2020 Fiscal Year Research-status Report
新たな血管収縮薬投与法の確立を目指した心肺停止状態におけるRAA系動態の解明
Project/Area Number |
18K08908
|
Research Institution | Gunma University |
Principal Investigator |
大嶋 清宏 群馬大学, 大学院医学系研究科, 教授 (60361375)
|
Co-Investigator(Kenkyū-buntansha) |
萩原 周一 群馬大学, 大学院医学系研究科, 講師 (20455992) [Withdrawn]
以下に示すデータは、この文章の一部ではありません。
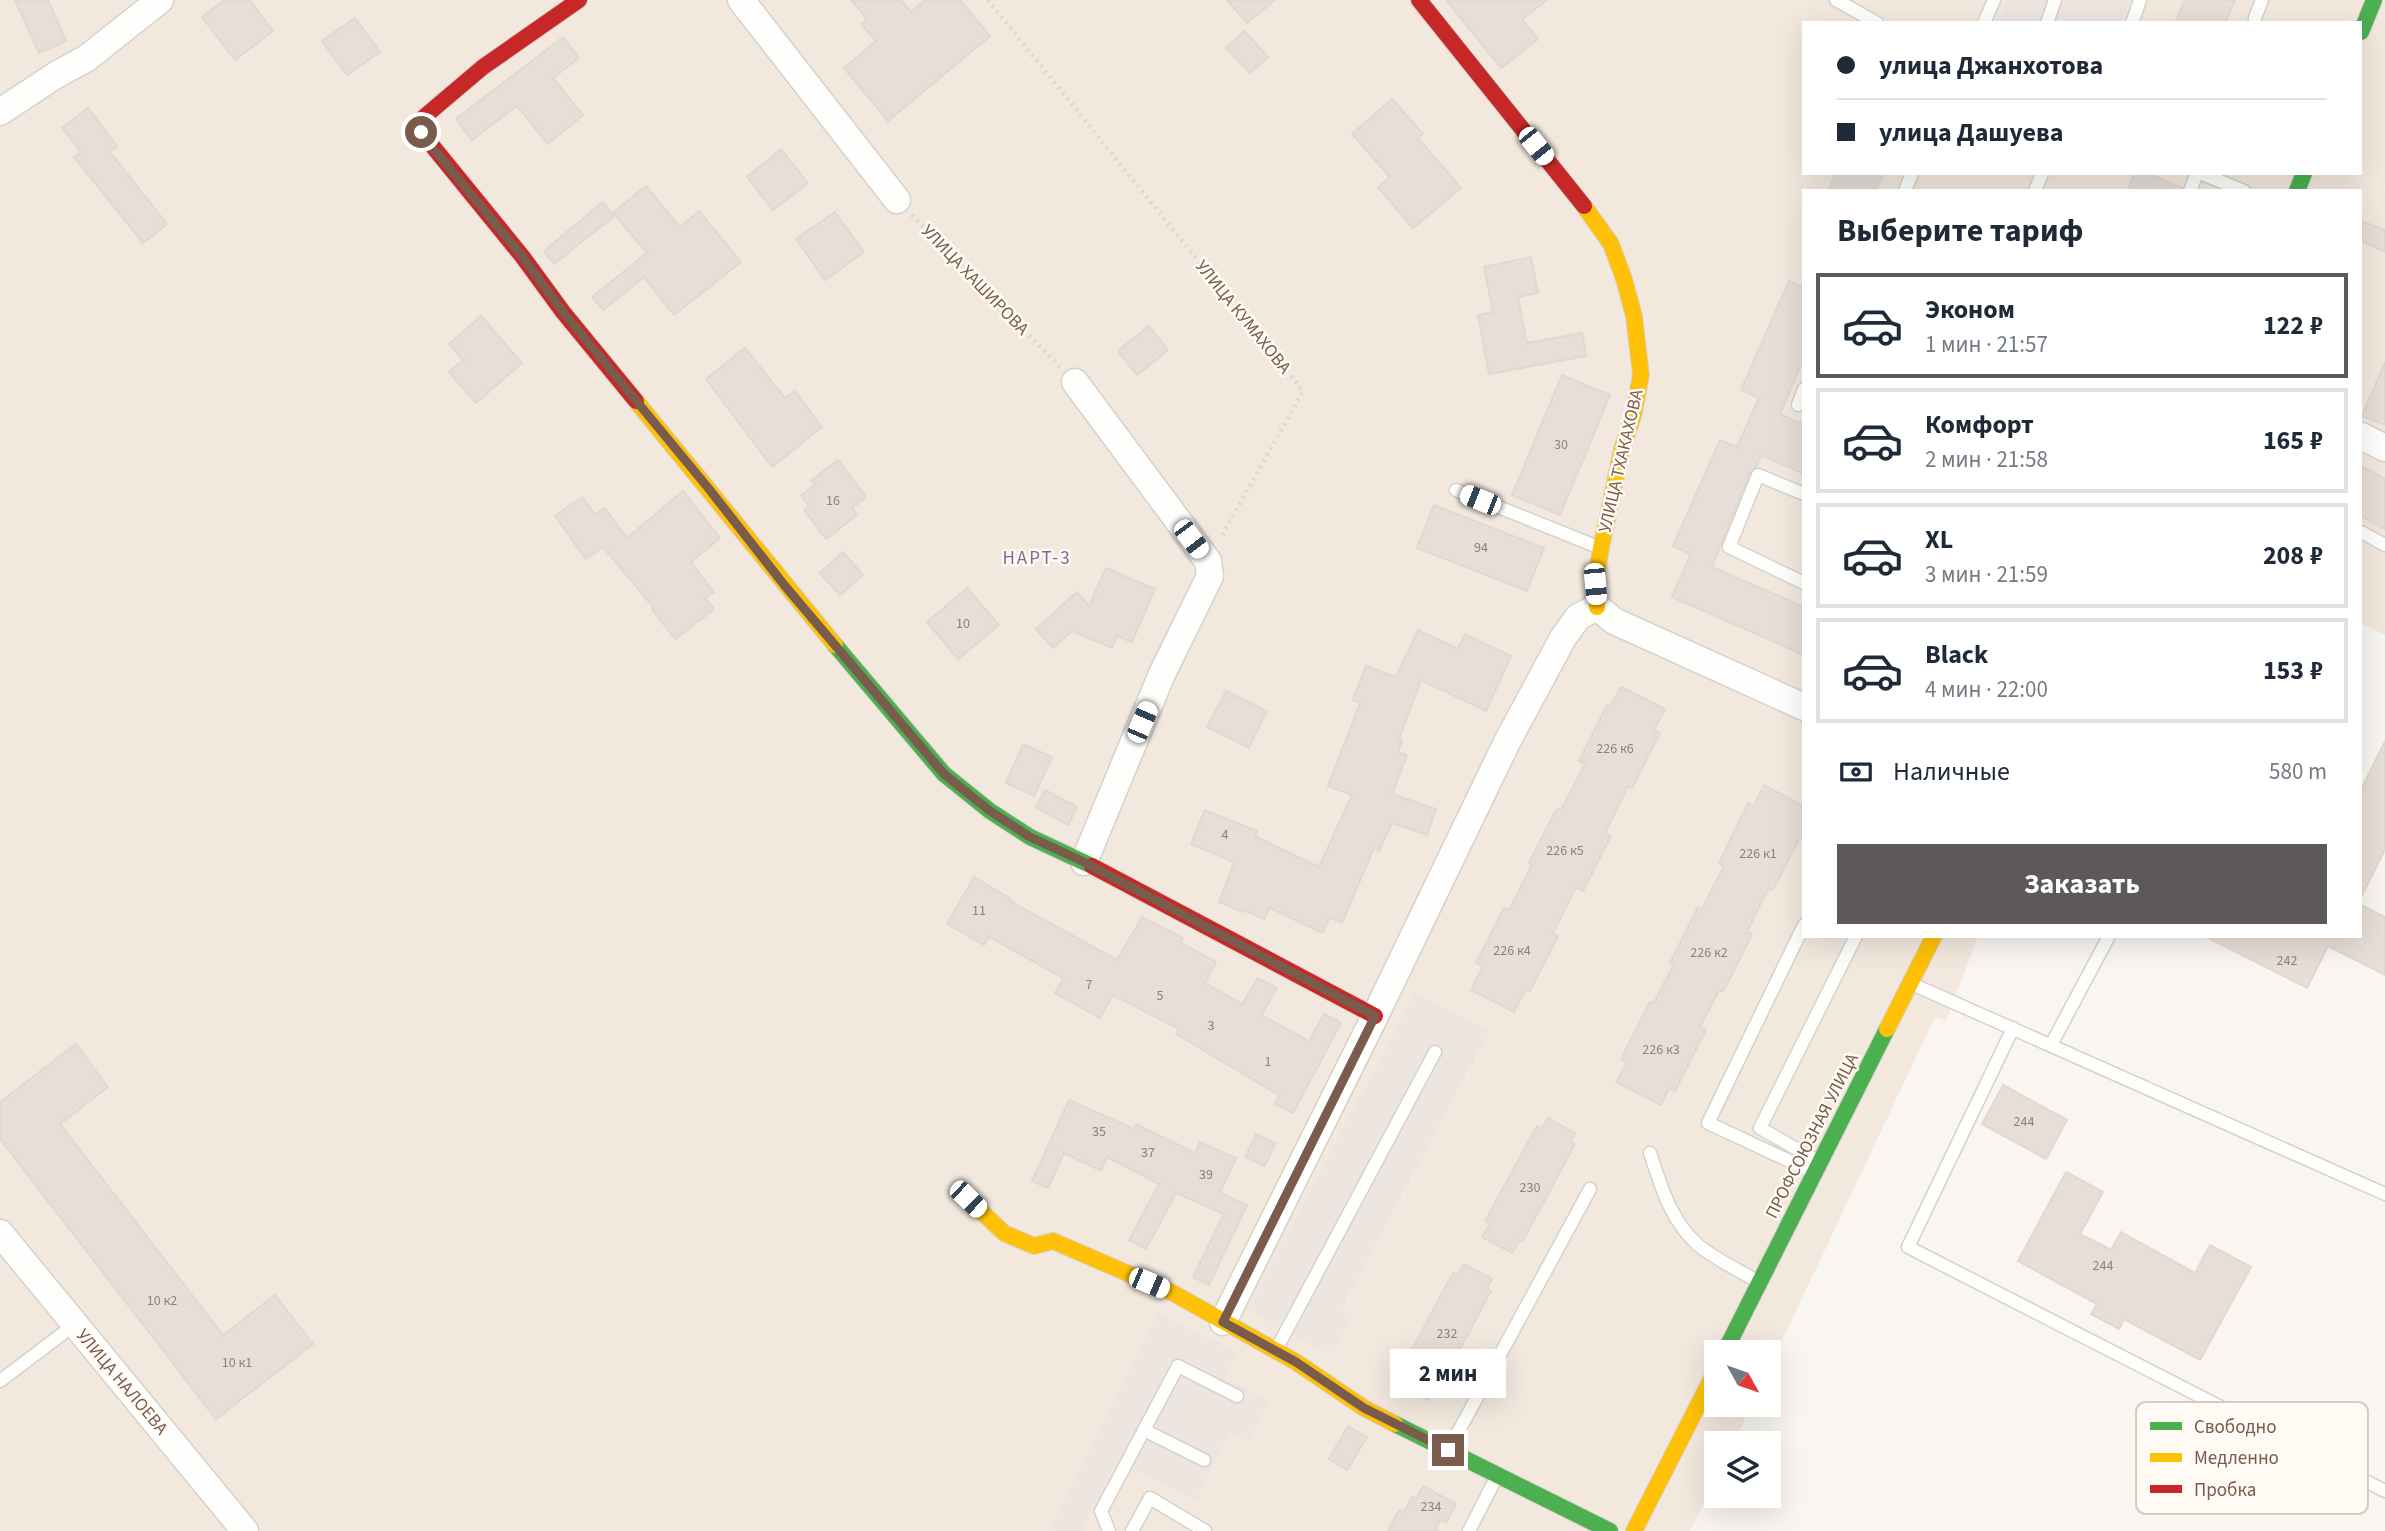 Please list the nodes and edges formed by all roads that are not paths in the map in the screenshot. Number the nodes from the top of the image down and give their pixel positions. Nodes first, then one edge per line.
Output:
1 (160, 0) edge
2 (579, 0) edge
3 (741, 0) edge
4 (1419, 0) edge
5 (1836, 0) edge
6 (1994, 0) edge
7 (2055, 0) edge
8 (2140, 0) edge
9 (2262, 0) edge
10 (2374, 0) edge
11 (1873, 21) edge
12 (1985, 21) edge
13 (2048, 21) edge
14 (2133, 21) edge
15 (2255, 21) edge
16 (2362, 30) edge
17 (0, 112) edge
18 (2204, 175) edge
19 (2239, 189) edge
20 (897, 200) road end
21 (1075, 382) road end
22 (1802, 394) edge
23 (1798, 405) dead end
24 (2362, 436) edge
25 (2385, 448) edge
26 (1455, 491) dead end
27 (1802, 493) edge
28 (2362, 533) edge
29 (2385, 545) edge
30 (1601, 548) junction
31 (1802, 582) edge
32 (1597, 607) junction
33 (1802, 706) edge
34 (1084, 862) junction
35 (1802, 929) edge
36 (1855, 938) edge
37 (1933, 938) edge
38 (2108, 938) edge
39 (1910, 984) junction
40 (1375, 1016) junction
41 (2013, 1028) junction
42 (2051, 1045) junction
43 (1435, 1052) dead end
44 (1650, 1153) dead end
45 (1817, 1167) junction
46 (1590, 1189) dead end
47 (2385, 1194) edge
48 (968, 1199) dead end
49 (3, 1242) edge
50 (1760, 1282) junction
51 (1223, 1322) junction
52 (74, 1325) junction
53 (1731, 1340) edge
54 (1276, 1351) junction
55 (0, 1381) edge
56 (1704, 1393) edge
57 (1237, 1396) dead end
58 (2211, 1402) edge
59 (1144, 1430) junction
60 (1448, 1450) junction
61 (1205, 1460) dead end
62 (1497, 1475) junction
63 (2368, 1482) edge
64 (2385, 1491) edge
65 (246, 1531) edge
66 (1109, 1531) edge
67 (1132, 1531) edge
68 (1205, 1531) edge
69 (1469, 1531) edge
70 (1609, 1531) edge
71 (1634, 1531) edge

1 - 17 street
2 - 34 street
3 - 20 street
4 - 30 street, УЛИЦА ТХАКАХОВА
5 - 11 lane
6 - 12 lane
7 - 13 lane
8 - 14 lane
9 - 15 lane
10 - 16 street
18 - 19 lane
21 - 34 street
22 - 23 lane
24 - 25 street
26 - 30 lane
27 - 31 lane
28 - 29 lane
30 - 32 street, УЛИЦА ТХАКАХОВА
32 - 33 street
32 - 40 street
34 - 40 street
35 - 45 lane
36 - 45 lane
37 - 39 street, ПРОФСОЮЗНАЯ УЛИЦА
38 - 42 lane
39 - 41 lane
39 - 45 street, ПРОФСОЮЗНАЯ УЛИЦА
40 - 51 street
41 - 42 lane
41 - 58 lane
42 - 47 lane
43 - 54 lane
44 - 50 lane
45 - 50 street, ПРОФСОЮЗНАЯ УЛИЦА
46 - 60 lane
48 - 51 street
49 - 52 street, УЛИЦА НАЛОЕВА
50 - 53 street, ПРОФСОЮЗНАЯ УЛИЦА
51 - 54 street
52 - 55 lane
52 - 65 street, УЛИЦА НАЛОЕВА
54 - 60 street
56 - 71 street
57 - 59 lane
59 - 61 lane
59 - 66 lane
60 - 62 street
62 - 69 lane
62 - 70 street
63 - 64 lane
67 - 68 lane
澤田 悠輔 群馬大学, 大学大学院医学系研究科, 助教 (90805897)
|
Project Period (FY) |
2018-04-01 – 2022-03-31
|
Keywords | 心肺蘇生 / 心肺停止 / エピネフリン / アンギオテンシンⅡ |
Outline of Annual Research Achievements |
院外発症の心肺停止症例において、エピネフリン投与前の血中カテコラミン濃度と予後の関連に関して検討した。 2014年7月から2017年7月までに群馬大学医学部附属病院(以下、当院)へ救急搬送された院外発症心肺停止症例(内因性および外因性を含む)で、病院前でエピネフリン投与がなされずに当院へ搬送され、当院でエピネフリンを経静脈あるいは骨髄内投与される前に採血できた患者を対象とした(親族から非同意、18歳未満、悪性腫瘍末期、データ収集不十分な症例は対象外とした)。対象を自己心拍再開(ROSC)群と非ROSC群の2群に分け、病着前後の状態、来院時血中カテコラミン(エピネフリン、ノルエピネフリンおよびドーパミン)とバゾプレシン濃度を比較検討した。 結果として計96名が対象となり、ROSC群:34名、非ROSC群:62名だった。年齢、心肺停止の原因、病前の蘇生時間に関して、2群間に有意差は無かった。血中エピネフリン (正常範囲 ≦0.1 ng/ml) およびノルエピネフリン濃度(正常範囲:0.10~0.50 ng/ml)は、ROSC群が非ROSC群に比較して有意に低値だった(エピネフリンについて ROSC群: 0.59 [0.12, 2.35] ng/ml)、非ROSC群:2.47 [0.80, 9.09] ng/ml、p=0.014、ノルエピネフリンについて ROSC群:1.06 [0.23, 2.18] ng/ml、非ROSC群:1.94 [0.82, 4.80] ng/ml、p=0.027) 。一方、血中ドーパミンおよびバゾプレシン濃度については、2群間で有意差はみられなかった。 心肺停止症例において、体外からのエピネフリン投与による血中エピネフリン濃度上昇は自己心拍再開獲得に結び付かない可能性が示唆された。
|
Current Status of Research Progress |
Current Status of Research Progress
2: Research has progressed on the whole more than it was originally planned.
Reason
エピネフリンは、心肺蘇生ガイドライン上、心肺停止状態に対して唯一使用が推奨されている血管収縮物質であるが、その有効性に関しては未だcontroversialである。今回の結果は、心肺停止症例における血中エピネフリン濃度の上昇が自己心拍再開(ROSC)に結び付かない可能性を示唆しており、この結果を踏まえ、上記(2)と判断した。
|
Strategy for Future Research Activity |
院外発症の心肺停止症例において、病院前に投与されたエピネフリン投与量と、血中カテコラミンおよびRAA系の濃度と自己心拍再開の関連について、研究を進めていく。
|
Causes of Carryover |
研究の進行は順調であり、予定額よりも低値で研究遂行が可能であった。検体測定や得られた結果の更なる発表等を行うことで、研究費使用を推進していく所存である。